Computers are just the next step, crunching out the patterns until they are unexploitable (below the threshold of trading costs).

The end result is that markets are a random walk - unless you are at the bleeding edge with faster machines, better latency, lower transaction costs, etc.

Of course, an alternative to this is to do true bottom-up analysis, or invest in illiquid companies (like VCs do).

3 comments

This is a strong point, and the one rarely acknowledged at that. Many people stop at pointing out that efficient markets cannot be gamed, and almost all exploitable inefficiencies have been ironed out already. In correctly observing that most investment activities are fueled by greed and human biases, they incorrectly extend this to trading illiquid goods, which still have a lot of low-hanging fruit to pick.
One counterpoint is that at the bleeding edge of low-latency, pattern analysis and sig-int become once again extremely meaningful.

Can you execute your strategy faster than your opponents if you go to a slightly more aggressive (less arbitrage-y) signal?

Should you? (Why bother if you're faster?)

For what situations is it worth "thinking longer"? Some straight arbs require speed beyond what you can do if you want to use your HOT "smart" model.

If you work outwards from the fastest "stupidest" trades, there's a vast array of strategies/opportunities that intersect ML/AI, hardware design, network optimization, and so forth -- I do agree that if you're looking at bad, inaccurately sampled tick data, the opportunities aren't really there anymore. (Because there's increasingly more players correcting relative value mispricings)

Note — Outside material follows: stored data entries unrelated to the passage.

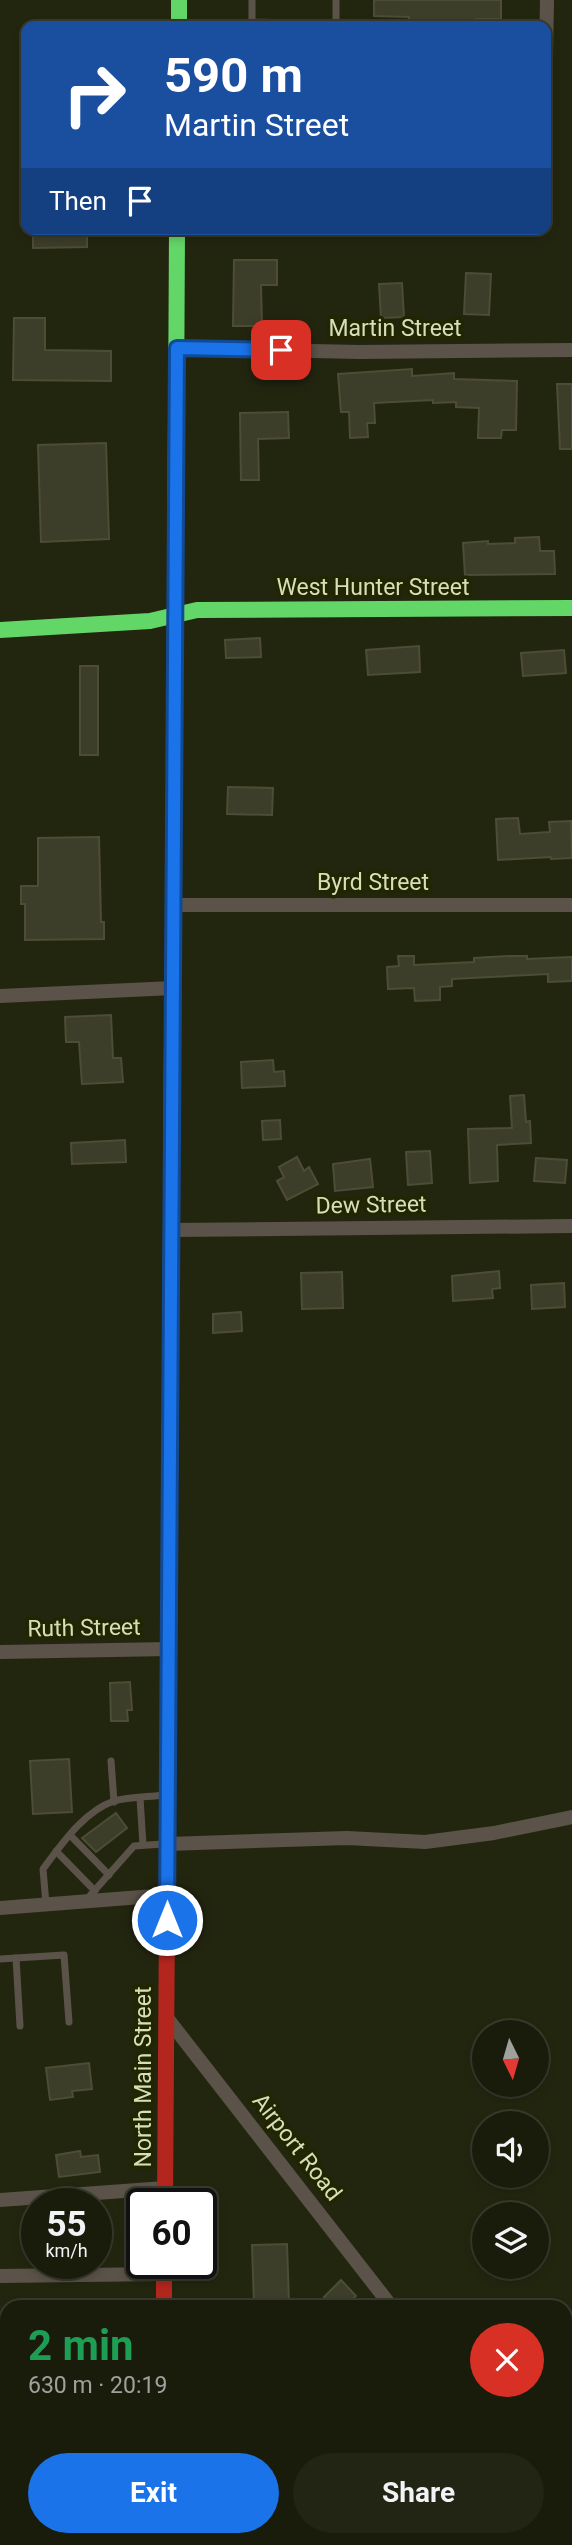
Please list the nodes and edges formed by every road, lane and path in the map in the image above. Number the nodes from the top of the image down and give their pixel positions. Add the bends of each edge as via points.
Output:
1 (179, 0) edge
2 (252, 0) edge
3 (336, 0) edge
4 (547, 0) edge
5 (179, 21) edge
6 (252, 21) edge
7 (336, 21) edge
8 (547, 21) edge
9 (177, 235) edge
10 (177, 348) junction
11 (572, 350) edge
12 (572, 608) edge
13 (175, 615) junction
14 (0, 630) edge
15 (173, 905) junction
16 (572, 905) edge
17 (173, 988) junction
18 (0, 996) edge
19 (572, 1226) edge
20 (172, 1230) junction
21 (169, 1649) junction
22 (0, 1652) edge
23 (111, 1761) dead end
24 (167, 1794) junction
25 (140, 1798) junction
26 (114, 1801) junction
27 (572, 1817) edge
28 (70, 1835) junction
29 (167, 1844) junction
30 (143, 1845) junction
31 (56, 1851) junction
32 (108, 1875) junction
33 (167, 1895) junction
34 (90, 1896) junction
35 (46, 1904) junction
36 (0, 1908) edge
37 (16, 1958) junction
38 (0, 1959) edge
39 (166, 2017) junction
40 (69, 2022) dead end
41 (20, 2026) dead end
42 (165, 2188) edge
43 (126, 2197) edge
44 (0, 2200) edge
45 (126, 2270) edge
46 (0, 2276) edge
47 (164, 2279) edge
48 (164, 2300) edge
49 (386, 2300) edge

1 - 5 main road
2 - 6 lane
3 - 7 lane
4 - 8 street
9 - 10 main road, North Main Street
10 - 11 street, Martin Street
10 - 13 main road, North Main Street
12 - 13 main road, West Hunter Street via 197,610
13 - 14 main road, West Hunter Street via 150,621
13 - 15 main road, North Main Street
15 - 16 street, Byrd Street
15 - 17 main road, North Main Street
17 - 18 street
17 - 20 main road, North Main Street
19 - 20 street, Dew Street
20 - 21 main road, North Main Street
21 - 22 street, Ruth Street
21 - 24 main road, North Main Street
23 - 26 lane
24 - 25 lane
24 - 29 main road, North Main Street
25 - 26 lane
25 - 30 lane
26 - 28 lane via 95,1811
27 - 29 street via 425,1842 347,1838
28 - 31 lane
28 - 32 lane
29 - 30 lane
29 - 33 main road, North Main Street
30 - 32 lane via 134,1846
31 - 34 lane
31 - 35 lane via 43,1869
32 - 34 lane
33 - 34 street
33 - 39 main road, North Main Street
34 - 35 street
35 - 36 street
37 - 38 lane
37 - 40 lane via 64,1955
37 - 41 lane
39 - 42 main road, North Main Street
39 - 49 street, Airport Road
43 - 44 street
45 - 46 street
47 - 48 main road

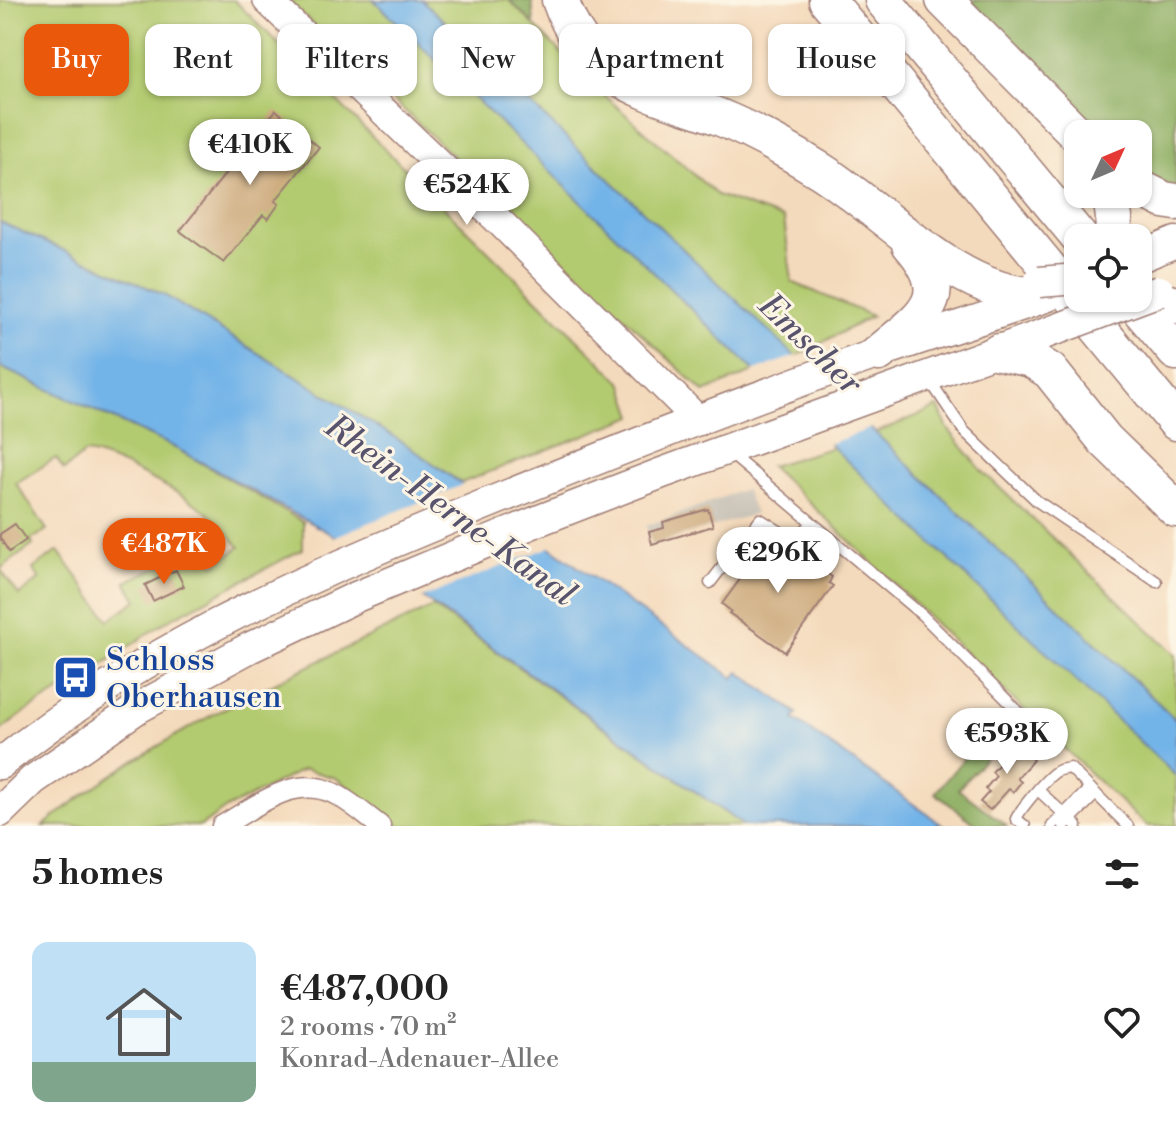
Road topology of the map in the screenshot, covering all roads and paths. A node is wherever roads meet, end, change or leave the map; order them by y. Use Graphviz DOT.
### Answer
graph roads {
  1 [pos="267,0"];
  2 [pos="560,0"];
  3 [pos="578,0"];
  4 [pos="827,0"];
  5 [pos="883,0"];
  6 [pos="944,0"];
  7 [pos="1064,121"];
  8 [pos="1152,194"];
  9 [pos="1176,202"];
  10 [pos="890,222"];
  11 [pos="1093,224"];
  12 [pos="1152,242"];
  13 [pos="1176,242"];
  14 [pos="1157,293"];
  15 [pos="1050,301"];
  16 [pos="999,352"];
  17 [pos="1176,352"];
  18 [pos="863,359"];
  19 [pos="928,378"];
  20 [pos="712,416"];
  21 [pos="1176,422"];
  22 [pos="739,445"];
  23 [pos="1176,509"];
  24 [pos="812,523"];
  25 [pos="1157,582"];
  26 [pos="710,583"];
  27 [pos="168,670"];
  28 [pos="1027,720"];
  29 [pos="0,764"];
  30 [pos="1039,791"];
  31 [pos="1093,791"];
  32 [pos="0,812"];
  33 [pos="1069,821"];
  34 [pos="222,826"];
  35 [pos="380,826"];
  36 [pos="1025,826"];
  37 [pos="1052,826"];
  38 [pos="1128,826"];
  1 -- 20 [label="street"];
  2 -- 10 [label="highway"];
  3 -- 15 [label="highway"];
  4 -- 21 [label="highway"];
  5 -- 11 [label="highway"];
  6 -- 7 [label="highway"];
  8 -- 9 [label="highway"];
  10 -- 15 [label="highway"];
  10 -- 18 [label="highway"];
  12 -- 13 [label="main road"];
  14 -- 15 [label="main road, bridge"];
  14 -- 17 [label="highway"];
  15 -- 16 [label="main road"];
  15 -- 18 [label="main road"];
  16 -- 19 [label="main road"];
  16 -- 23 [label="highway"];
  18 -- 20 [label="main road"];
  19 -- 22 [label="main road"];
  19 -- 25 [label="lane"];
  20 -- 22 [label="main road"];
  20 -- 27 [label="main road"];
  22 -- 24 [label="lane"];
  22 -- 27 [label="main road"];
  24 -- 26 [label="lane"];
  24 -- 28 [label="lane"];
  27 -- 29 [label="main road"];
  27 -- 32 [label="main road"];
  30 -- 31 [label="lane"];
  30 -- 33 [label="lane"];
  30 -- 36 [label="lane"];
  31 -- 33 [label="lane"];
  31 -- 38 [label="lane"];
  33 -- 37 [label="lane"];
  34 -- 35 [label="street"];
}
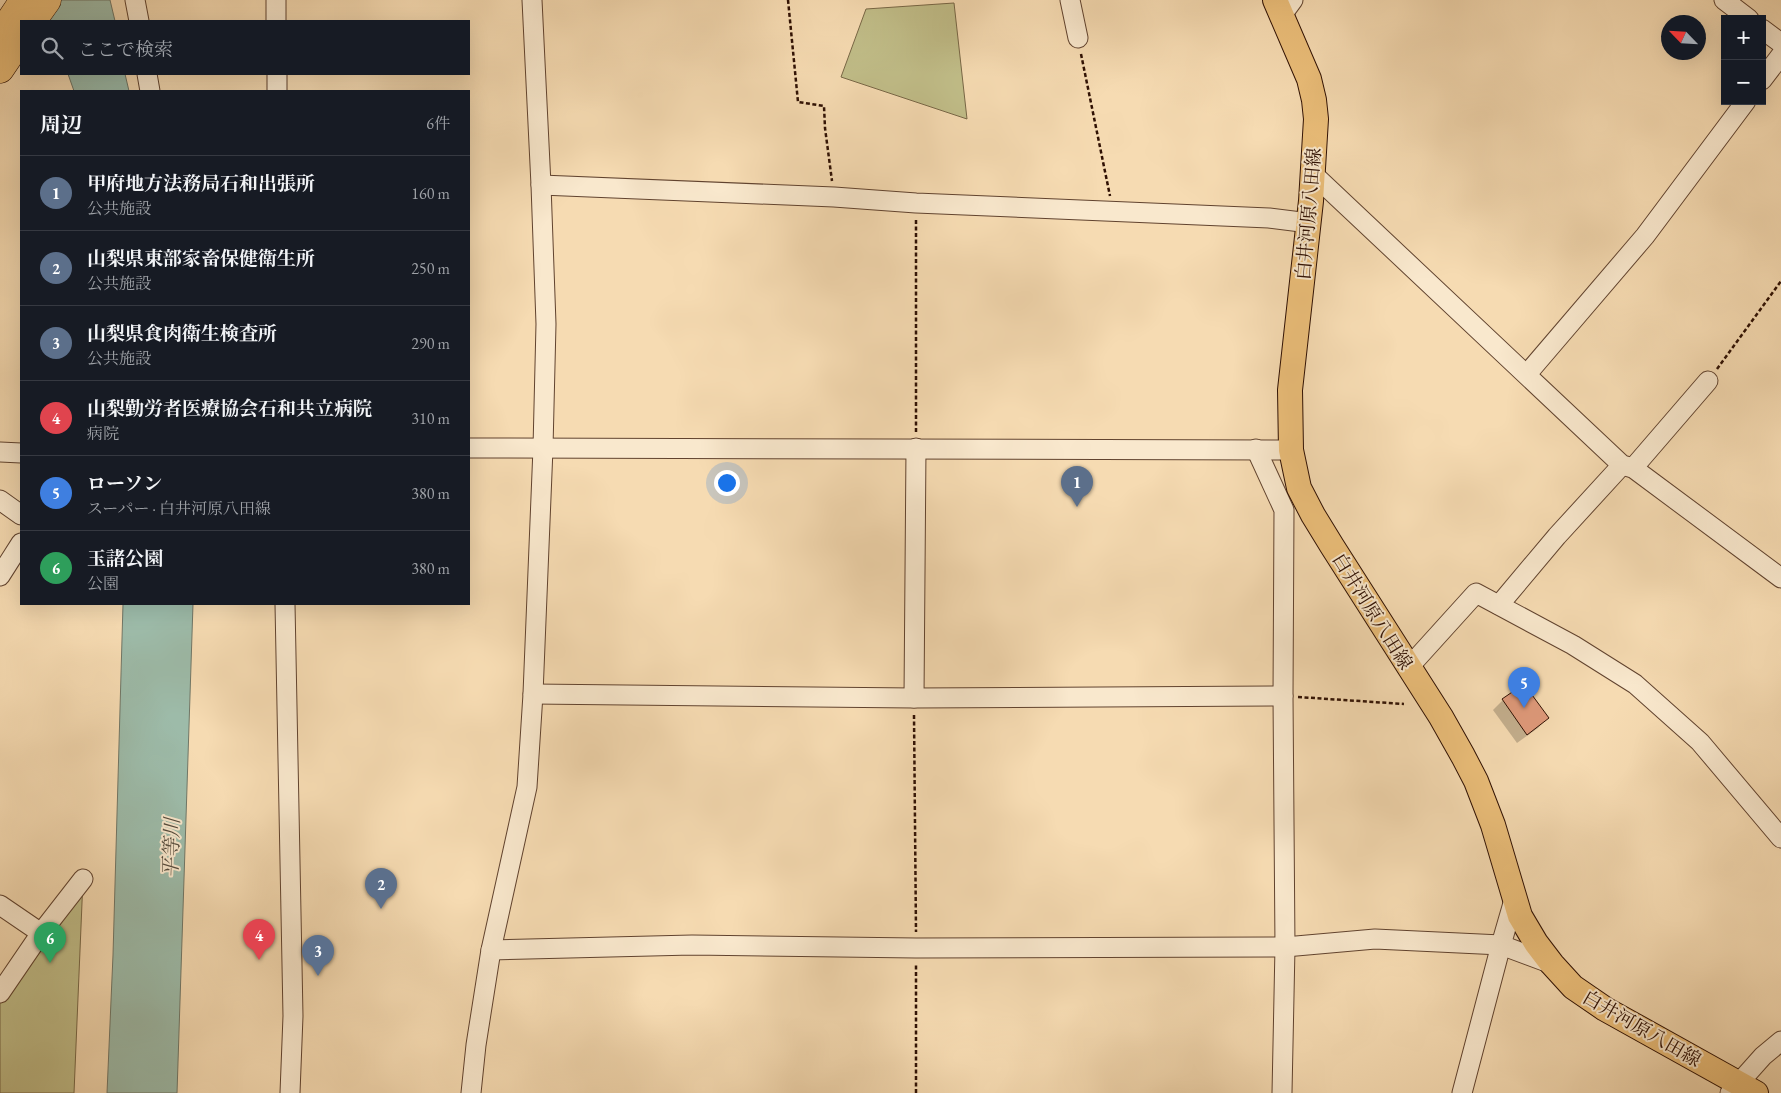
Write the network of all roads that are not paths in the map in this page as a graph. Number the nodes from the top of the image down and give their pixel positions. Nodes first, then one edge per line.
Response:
1 (24, 0) edge
2 (47, 0) edge
3 (135, 0) edge
4 (276, 0) edge
5 (532, 0) edge
6 (1070, 0) edge
7 (1724, 0) edge
8 (1283, 5) edge
9 (1744, 15) edge
10 (33, 20) edge
11 (139, 20) edge
12 (276, 20) edge
13 (1766, 32) edge
14 (0, 36) edge
15 (1078, 38) road end
16 (20, 39) edge
17 (1781, 43) edge
18 (1781, 55) edge
19 (1, 67) edge
20 (148, 75) edge
21 (277, 75) edge
22 (1766, 75) edge
23 (150, 90) edge
24 (277, 90) edge
25 (1743, 105) edge
26 (1313, 174) junction
27 (541, 185) junction
28 (1308, 223) junction
29 (1527, 374) junction
30 (1708, 381) road end
31 (470, 448) edge
32 (543, 448) junction
33 (916, 448) junction
34 (1256, 449) junction
35 (1291, 450) junction
36 (0, 452) edge
37 (20, 453) edge
38 (1628, 466) junction
39 (0, 500) edge
40 (20, 514) edge
41 (20, 545) edge
42 (0, 576) edge
43 (1781, 578) edge
44 (286, 605) edge
45 (1499, 605) junction
46 (1409, 667) junction
47 (533, 694) junction
48 (1283, 696) junction
49 (914, 698) junction
50 (1781, 838) edge
51 (83, 879) dead end
52 (1514, 900) junction
53 (0, 905) edge
54 (41, 933) junction
55 (1501, 945) junction
56 (1284, 947) junction
57 (491, 950) junction
58 (1552, 964) junction
59 (0, 993) edge
60 (1781, 1041) edge
61 (1742, 1090) edge
62 (290, 1093) edge
63 (471, 1093) edge
64 (1282, 1093) edge
65 (1462, 1093) edge

1 - 14 highway
2 - 10 highway
3 - 11 street
4 - 12 street
5 - 27 street
6 - 15 street
7 - 9 street
8 - 26 main road, 白井河原八田線
13 - 17 street
16 - 19 highway
18 - 22 street
20 - 23 street
21 - 24 street
25 - 29 street
26 - 28 main road, 白井河原八田線
26 - 29 street
27 - 28 street
27 - 32 street
28 - 35 main road, 白井河原八田線
29 - 38 street
30 - 38 street
31 - 32 street
32 - 33 street
32 - 47 street
33 - 34 street
33 - 49 street
34 - 35 street
34 - 48 street
35 - 46 main road, 白井河原八田線
36 - 37 street
38 - 43 street
38 - 45 street
39 - 40 street
41 - 42 street
44 - 62 street
45 - 46 street
45 - 50 street
46 - 52 main road, 白井河原八田線
47 - 49 street
47 - 57 street
48 - 49 street
48 - 56 street
51 - 54 street
52 - 55 street
52 - 58 main road, 白井河原八田線
53 - 54 street
54 - 59 street
55 - 56 street
55 - 58 street
55 - 65 street
56 - 57 street
56 - 64 street
57 - 63 street
58 - 61 main road, 白井河原八田線
60 - 61 street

I think the real difficulty for prediction of the stock market is that your theory will be understood by others who will alter their behaviour in response to their theory, in essence invalidating it. Its actually a problem across the social sciences, witness the inflitration and acceptance of Freud and Jung's ideas which are no so much part of the culture that theories cannot be built on them (they were always a little suspect anyway though).